What this task involves
Reproduce every entry exactly as written.

-------- Source material

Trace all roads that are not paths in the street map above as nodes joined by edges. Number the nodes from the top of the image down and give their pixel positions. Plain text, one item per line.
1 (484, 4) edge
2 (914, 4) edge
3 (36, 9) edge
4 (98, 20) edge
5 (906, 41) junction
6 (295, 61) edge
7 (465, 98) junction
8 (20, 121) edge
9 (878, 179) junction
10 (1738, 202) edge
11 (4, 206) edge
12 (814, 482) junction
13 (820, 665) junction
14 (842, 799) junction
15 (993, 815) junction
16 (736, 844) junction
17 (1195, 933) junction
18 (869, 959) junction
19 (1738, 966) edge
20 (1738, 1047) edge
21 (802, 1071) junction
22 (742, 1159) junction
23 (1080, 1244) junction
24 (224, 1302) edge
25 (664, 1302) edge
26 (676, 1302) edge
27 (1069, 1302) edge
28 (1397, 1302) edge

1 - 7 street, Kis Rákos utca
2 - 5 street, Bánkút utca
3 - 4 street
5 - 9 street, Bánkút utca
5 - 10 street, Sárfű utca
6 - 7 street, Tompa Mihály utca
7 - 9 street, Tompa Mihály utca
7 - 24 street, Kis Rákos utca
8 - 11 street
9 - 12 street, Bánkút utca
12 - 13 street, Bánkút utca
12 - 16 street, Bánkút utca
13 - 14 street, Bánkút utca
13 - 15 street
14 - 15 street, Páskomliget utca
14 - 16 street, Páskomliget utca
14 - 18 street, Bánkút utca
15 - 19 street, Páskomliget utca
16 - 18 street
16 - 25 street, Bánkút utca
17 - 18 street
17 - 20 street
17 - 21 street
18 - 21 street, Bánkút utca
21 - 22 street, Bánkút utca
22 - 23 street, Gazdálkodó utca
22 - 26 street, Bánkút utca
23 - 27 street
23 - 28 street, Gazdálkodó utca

----------------

Response
Trace all roads that are not paths in the street map above as nodes joined by edges. Number the nodes from the top of the image down and give their pixel positions. Plain text, one item per line.
1 (484, 4) edge
2 (914, 4) edge
3 (36, 9) edge
4 (98, 20) edge
5 (906, 41) junction
6 (295, 61) edge
7 (465, 98) junction
8 (20, 121) edge
9 (878, 179) junction
10 (1738, 202) edge
11 (4, 206) edge
12 (814, 482) junction
13 (820, 665) junction
14 (842, 799) junction
15 (993, 815) junction
16 (736, 844) junction
17 (1195, 933) junction
18 (869, 959) junction
19 (1738, 966) edge
20 (1738, 1047) edge
21 (802, 1071) junction
22 (742, 1159) junction
23 (1080, 1244) junction
24 (224, 1302) edge
25 (664, 1302) edge
26 (676, 1302) edge
27 (1069, 1302) edge
28 (1397, 1302) edge

1 - 7 street, Kis Rákos utca
2 - 5 street, Bánkút utca
3 - 4 street
5 - 9 street, Bánkút utca
5 - 10 street, Sárfű utca
6 - 7 street, Tompa Mihály utca
7 - 9 street, Tompa Mihály utca
7 - 24 street, Kis Rákos utca
8 - 11 street
9 - 12 street, Bánkút utca
12 - 13 street, Bánkút utca
12 - 16 street, Bánkút utca
13 - 14 street, Bánkút utca
13 - 15 street
14 - 15 street, Páskomliget utca
14 - 16 street, Páskomliget utca
14 - 18 street, Bánkút utca
15 - 19 street, Páskomliget utca
16 - 18 street
16 - 25 street, Bánkút utca
17 - 18 street
17 - 20 street
17 - 21 street
18 - 21 street, Bánkút utca
21 - 22 street, Bánkút utca
22 - 23 street, Gazdálkodó utca
22 - 26 street, Bánkút utca
23 - 27 street
23 - 28 street, Gazdálkodó utca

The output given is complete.